=== YOUR INSTRUCTIONS ===
Take the records underneath and set them down exactly.

=== SUPPLIED ENTRIES ===

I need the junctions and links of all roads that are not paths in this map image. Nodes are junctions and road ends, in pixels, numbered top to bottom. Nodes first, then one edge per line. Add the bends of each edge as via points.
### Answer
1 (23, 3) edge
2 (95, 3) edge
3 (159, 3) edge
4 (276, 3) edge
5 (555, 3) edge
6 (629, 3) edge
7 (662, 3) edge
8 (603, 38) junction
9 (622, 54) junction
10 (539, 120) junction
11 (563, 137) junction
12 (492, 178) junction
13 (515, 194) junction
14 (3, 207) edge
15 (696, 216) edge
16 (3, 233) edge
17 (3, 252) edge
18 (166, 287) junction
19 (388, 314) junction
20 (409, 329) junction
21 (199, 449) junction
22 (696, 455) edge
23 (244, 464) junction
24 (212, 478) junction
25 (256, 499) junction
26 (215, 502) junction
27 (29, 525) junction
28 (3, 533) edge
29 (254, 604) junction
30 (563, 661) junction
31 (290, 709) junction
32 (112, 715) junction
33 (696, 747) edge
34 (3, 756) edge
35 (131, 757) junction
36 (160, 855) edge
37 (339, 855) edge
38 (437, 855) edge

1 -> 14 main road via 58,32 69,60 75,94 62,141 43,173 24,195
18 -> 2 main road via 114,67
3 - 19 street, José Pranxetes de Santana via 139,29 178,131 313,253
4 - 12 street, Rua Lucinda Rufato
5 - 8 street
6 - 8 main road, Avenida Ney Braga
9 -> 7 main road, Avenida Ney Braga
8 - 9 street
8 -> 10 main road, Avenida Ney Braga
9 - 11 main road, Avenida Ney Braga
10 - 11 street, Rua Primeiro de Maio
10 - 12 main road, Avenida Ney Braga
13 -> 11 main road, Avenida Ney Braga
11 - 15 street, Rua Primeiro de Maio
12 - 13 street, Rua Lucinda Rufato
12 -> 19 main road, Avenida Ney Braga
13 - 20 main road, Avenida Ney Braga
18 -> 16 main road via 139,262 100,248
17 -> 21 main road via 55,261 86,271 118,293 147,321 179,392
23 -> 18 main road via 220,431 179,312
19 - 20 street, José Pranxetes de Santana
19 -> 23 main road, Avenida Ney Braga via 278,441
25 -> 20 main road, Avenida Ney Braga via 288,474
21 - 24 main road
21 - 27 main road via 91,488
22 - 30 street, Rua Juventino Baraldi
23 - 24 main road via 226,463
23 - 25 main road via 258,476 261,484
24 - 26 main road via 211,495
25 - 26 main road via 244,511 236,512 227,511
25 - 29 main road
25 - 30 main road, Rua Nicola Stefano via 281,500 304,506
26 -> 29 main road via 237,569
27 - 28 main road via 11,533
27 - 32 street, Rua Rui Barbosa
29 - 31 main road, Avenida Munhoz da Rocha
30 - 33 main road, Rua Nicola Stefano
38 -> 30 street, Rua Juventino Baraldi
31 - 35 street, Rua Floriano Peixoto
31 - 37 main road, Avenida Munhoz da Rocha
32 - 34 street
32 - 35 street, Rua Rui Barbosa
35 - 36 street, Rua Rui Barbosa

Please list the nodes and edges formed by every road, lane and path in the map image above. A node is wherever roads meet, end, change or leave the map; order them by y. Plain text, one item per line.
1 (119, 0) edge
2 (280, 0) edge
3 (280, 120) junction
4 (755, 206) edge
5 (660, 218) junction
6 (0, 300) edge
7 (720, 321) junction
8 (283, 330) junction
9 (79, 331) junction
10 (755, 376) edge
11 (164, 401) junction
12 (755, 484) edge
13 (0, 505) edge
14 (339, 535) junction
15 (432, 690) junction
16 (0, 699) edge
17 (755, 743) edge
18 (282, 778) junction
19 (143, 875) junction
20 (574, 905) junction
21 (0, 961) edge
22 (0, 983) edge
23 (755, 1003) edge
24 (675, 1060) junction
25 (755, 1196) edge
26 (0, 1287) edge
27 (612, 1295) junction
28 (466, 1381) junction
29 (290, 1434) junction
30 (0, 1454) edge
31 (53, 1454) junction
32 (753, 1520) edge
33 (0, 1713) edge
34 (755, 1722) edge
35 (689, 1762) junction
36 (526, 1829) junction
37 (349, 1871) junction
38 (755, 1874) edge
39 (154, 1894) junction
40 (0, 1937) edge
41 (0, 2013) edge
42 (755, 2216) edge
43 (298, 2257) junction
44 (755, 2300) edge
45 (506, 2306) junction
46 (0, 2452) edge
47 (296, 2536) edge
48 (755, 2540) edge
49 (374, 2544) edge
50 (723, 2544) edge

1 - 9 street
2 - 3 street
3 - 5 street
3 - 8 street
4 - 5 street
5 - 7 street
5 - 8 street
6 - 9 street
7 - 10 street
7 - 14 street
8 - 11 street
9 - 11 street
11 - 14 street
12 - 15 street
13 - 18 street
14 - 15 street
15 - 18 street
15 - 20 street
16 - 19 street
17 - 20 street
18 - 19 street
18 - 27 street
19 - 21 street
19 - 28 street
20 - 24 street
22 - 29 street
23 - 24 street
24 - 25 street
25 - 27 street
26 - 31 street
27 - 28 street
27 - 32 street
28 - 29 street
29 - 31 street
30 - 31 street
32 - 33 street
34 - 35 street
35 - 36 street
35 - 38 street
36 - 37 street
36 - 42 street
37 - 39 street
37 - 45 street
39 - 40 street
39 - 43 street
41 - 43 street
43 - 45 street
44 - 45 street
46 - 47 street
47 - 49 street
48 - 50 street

=== TASK OUTPUT ===
I need the junctions and links of all roads that are not paths in this map image. Nodes are junctions and road ends, in pixels, numbered top to bottom. Nodes first, then one edge per line. Add the bends of each edge as via points.
### Answer
1 (23, 3) edge
2 (95, 3) edge
3 (159, 3) edge
4 (276, 3) edge
5 (555, 3) edge
6 (629, 3) edge
7 (662, 3) edge
8 (603, 38) junction
9 (622, 54) junction
10 (539, 120) junction
11 (563, 137) junction
12 (492, 178) junction
13 (515, 194) junction
14 (3, 207) edge
15 (696, 216) edge
16 (3, 233) edge
17 (3, 252) edge
18 (166, 287) junction
19 (388, 314) junction
20 (409, 329) junction
21 (199, 449) junction
22 (696, 455) edge
23 (244, 464) junction
24 (212, 478) junction
25 (256, 499) junction
26 (215, 502) junction
27 (29, 525) junction
28 (3, 533) edge
29 (254, 604) junction
30 (563, 661) junction
31 (290, 709) junction
32 (112, 715) junction
33 (696, 747) edge
34 (3, 756) edge
35 (131, 757) junction
36 (160, 855) edge
37 (339, 855) edge
38 (437, 855) edge

1 -> 14 main road via 58,32 69,60 75,94 62,141 43,173 24,195
18 -> 2 main road via 114,67
3 - 19 street, José Pranxetes de Santana via 139,29 178,131 313,253
4 - 12 street, Rua Lucinda Rufato
5 - 8 street
6 - 8 main road, Avenida Ney Braga
9 -> 7 main road, Avenida Ney Braga
8 - 9 street
8 -> 10 main road, Avenida Ney Braga
9 - 11 main road, Avenida Ney Braga
10 - 11 street, Rua Primeiro de Maio
10 - 12 main road, Avenida Ney Braga
13 -> 11 main road, Avenida Ney Braga
11 - 15 street, Rua Primeiro de Maio
12 - 13 street, Rua Lucinda Rufato
12 -> 19 main road, Avenida Ney Braga
13 - 20 main road, Avenida Ney Braga
18 -> 16 main road via 139,262 100,248
17 -> 21 main road via 55,261 86,271 118,293 147,321 179,392
23 -> 18 main road via 220,431 179,312
19 - 20 street, José Pranxetes de Santana
19 -> 23 main road, Avenida Ney Braga via 278,441
25 -> 20 main road, Avenida Ney Braga via 288,474
21 - 24 main road
21 - 27 main road via 91,488
22 - 30 street, Rua Juventino Baraldi
23 - 24 main road via 226,463
23 - 25 main road via 258,476 261,484
24 - 26 main road via 211,495
25 - 26 main road via 244,511 236,512 227,511
25 - 29 main road
25 - 30 main road, Rua Nicola Stefano via 281,500 304,506
26 -> 29 main road via 237,569
27 - 28 main road via 11,533
27 - 32 street, Rua Rui Barbosa
29 - 31 main road, Avenida Munhoz da Rocha
30 - 33 main road, Rua Nicola Stefano
38 -> 30 street, Rua Juventino Baraldi
31 - 35 street, Rua Floriano Peixoto
31 - 37 main road, Avenida Munhoz da Rocha
32 - 34 street
32 - 35 street, Rua Rui Barbosa
35 - 36 street, Rua Rui Barbosa

Please list the nodes and edges formed by every road, lane and path in the map image above. A node is wherever roads meet, end, change or leave the map; order them by y. Plain text, one item per line.
1 (119, 0) edge
2 (280, 0) edge
3 (280, 120) junction
4 (755, 206) edge
5 (660, 218) junction
6 (0, 300) edge
7 (720, 321) junction
8 (283, 330) junction
9 (79, 331) junction
10 (755, 376) edge
11 (164, 401) junction
12 (755, 484) edge
13 (0, 505) edge
14 (339, 535) junction
15 (432, 690) junction
16 (0, 699) edge
17 (755, 743) edge
18 (282, 778) junction
19 (143, 875) junction
20 (574, 905) junction
21 (0, 961) edge
22 (0, 983) edge
23 (755, 1003) edge
24 (675, 1060) junction
25 (755, 1196) edge
26 (0, 1287) edge
27 (612, 1295) junction
28 (466, 1381) junction
29 (290, 1434) junction
30 (0, 1454) edge
31 (53, 1454) junction
32 (753, 1520) edge
33 (0, 1713) edge
34 (755, 1722) edge
35 (689, 1762) junction
36 (526, 1829) junction
37 (349, 1871) junction
38 (755, 1874) edge
39 (154, 1894) junction
40 (0, 1937) edge
41 (0, 2013) edge
42 (755, 2216) edge
43 (298, 2257) junction
44 (755, 2300) edge
45 (506, 2306) junction
46 (0, 2452) edge
47 (296, 2536) edge
48 (755, 2540) edge
49 (374, 2544) edge
50 (723, 2544) edge

1 - 9 street
2 - 3 street
3 - 5 street
3 - 8 street
4 - 5 street
5 - 7 street
5 - 8 street
6 - 9 street
7 - 10 street
7 - 14 street
8 - 11 street
9 - 11 street
11 - 14 street
12 - 15 street
13 - 18 street
14 - 15 street
15 - 18 street
15 - 20 street
16 - 19 street
17 - 20 street
18 - 19 street
18 - 27 street
19 - 21 street
19 - 28 street
20 - 24 street
22 - 29 street
23 - 24 street
24 - 25 street
25 - 27 street
26 - 31 street
27 - 28 street
27 - 32 street
28 - 29 street
29 - 31 street
30 - 31 street
32 - 33 street
34 - 35 street
35 - 36 street
35 - 38 street
36 - 37 street
36 - 42 street
37 - 39 street
37 - 45 street
39 - 40 street
39 - 43 street
41 - 43 street
43 - 45 street
44 - 45 street
46 - 47 street
47 - 49 street
48 - 50 street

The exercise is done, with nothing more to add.